Valter Lemos
ANDA UMA NÉVOA A PAIRAR…
As primeiras décadas do século XXI não têm sido promissoras relativamente ao futuro da condição humana.
Os sinais de retração são evidentes em quase todos as áreas sociais. Na política o crescimento de movimentos de extrema-direita é claro e não parece estar contido. Na Europa, mãe dos estados liberais, a expansão é continuada, em alguns países são mesmo maioritários e até governam. E alguns são países com grandes tradições liberais e social-democratas, identificados na segunda metade do século XX como exemplos de liderança no campo dos direitos humanos e do progresso social.
Na grande pátria moderna do liberalismo, os Estados Unidos, são postos em causa, por grande número de americanos, alguns dos fundamentos e símbolos dos mais de 200 anos de história dos EUA, incluindo as instituições fundadoras e até a própria (quase sagrada) constituição!

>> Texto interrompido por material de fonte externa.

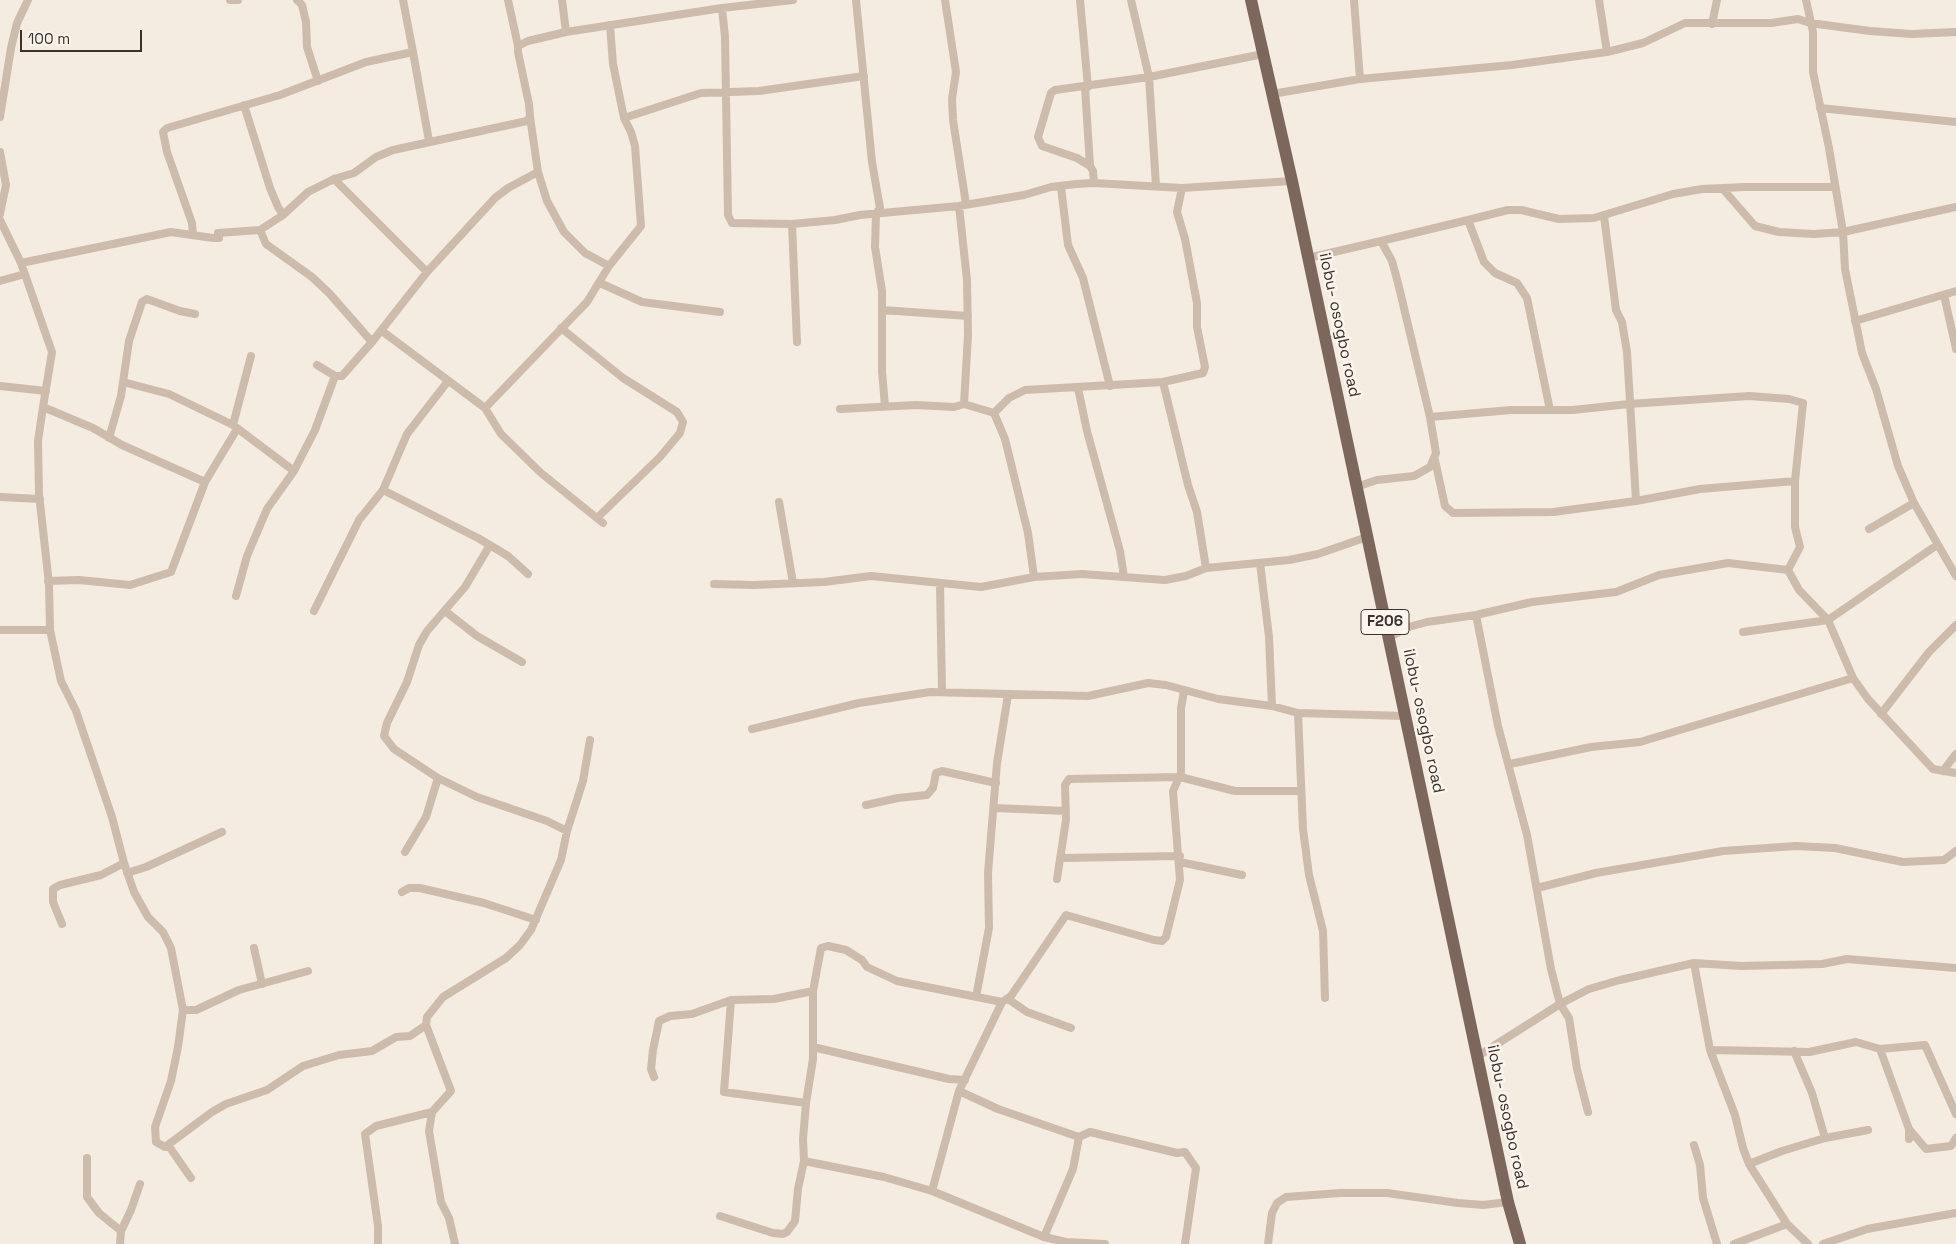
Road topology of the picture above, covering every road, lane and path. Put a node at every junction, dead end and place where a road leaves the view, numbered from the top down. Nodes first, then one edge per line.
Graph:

E este ataque à nação liberal americana é feito com argumentos pretensamente nacionalistas…
Esta onda de ataque à democracia liberal estendeu-se a outros grandes países como o Brasil, e tem vindo a difundir uma onda política pretensamente nacionalista, antiliberal e tendencialmente autoritária, mas, acima de tudo, muito obscurantista.
O seu principal instrumento é a difusão da mentira. O seu grande inimigo é o conhecimento e a ciência. A ciência detém esse grande poder de se ter afirmado como o triunfo da razão humana sobre as crenças e os mitos. A ciência exige prova e demonstração e a aplicação de pensamento critico. A crença só exige ignorância e preguiça mental para acreditar sem questionamento ou demonstração.
Vivemos, pois, um novo ciclo crescimento da ignorância e do obscurantismo, terreno fértil para a disseminação de crenças e mitos e desvalorização do conhecimento e da ciência.
Mas não deixa de ser surpreendente que isto esteja a suceder após o século da democratização e universalização da escola, em que a escolarização média da população cresceu exponencialmente em todo o mundo, havendo países que passaram de níveis residuais para a escolarização total. Em Portugal na segunda metade do século XX a escolarização, incluindo acesso e duração, mais do que triplicou, havendo indicadores com crescimentos acumulados de mais de mil por cento.
Assim, não podemos deixar de questionar como é possível após o século em que a escolarização, a ciência e a tecnologia cresceram mais do que em toda a história da humanidade, apareça um tempo de renovação do poder da crença e de expansão da ignorância e do obscurantismo.
Duvida-se mesmo que os pretensos argumentos, obscuros e mesmo tresloucados, sobre nacionalismos, emigração, clima, criminalidade e outros que vemos, ouvimos e lemos, possam vir de pessoas escolarizadas e socialmente integradas. Mas é isso que acontece.
Os sinais ainda que visíveis na política, não se limitam à mesma. A rejeição das alterações climáticas, a pulsão censória na literatura, no cinema e nas artes, o revisionismo histórico, a relativização comunicativa do valor da ciência e da racionalidade, a legitimação do uso mentira objetiva como instrumento de comunicação e de política (como exemplo podemos citar o Polígrafo SIC que revelou que André Ventura já mentiu mais de 100 vezes em declarações públicas, desde 2019), o que nos leva a questionar porque é que os eleitores são tão críticos da mentira ocasional de alguns políticos, mas aceitam e provavelmente até acreditam quando usada de forma sistemática por outros. Dá vontade de dizer que só pode ser pura estupidez, mas é capaz de ser mais do que isso.
O regresso do puritanismo na comunicação social, no cinema e na sociedade em geral é outro sinal do regresso do obscurantismo. A cedência da moda à maior cobertura do corpo, o quase desaparecimento do uso de saias ou camisas mais curtas, a manifesta regressão das cenas de sexo mais óbvias no cinema, a permanente vigilância puritana das redes sociais, sobre os níveis de nudez que figuras públicas das artes do espetáculo apresentam ou podem apresentar, etc. Os exemplos são inúmeros e, muitas vezes, só temos consciência clara quando comparamos obras, imagens e textos dos anos 80 e 90 do século XX, com os atuais, mostrando que há hoje uma espécie de ambiente puritano de autocensura em marcha.
Da política às artes, da comunicação social à ciência, parece pairar no ar uma certa neblina que nos quer impedir de ver com clareza, fazendo com que muitos duvidem do que sabem e troquem o seu saber pelas crenças dos outros.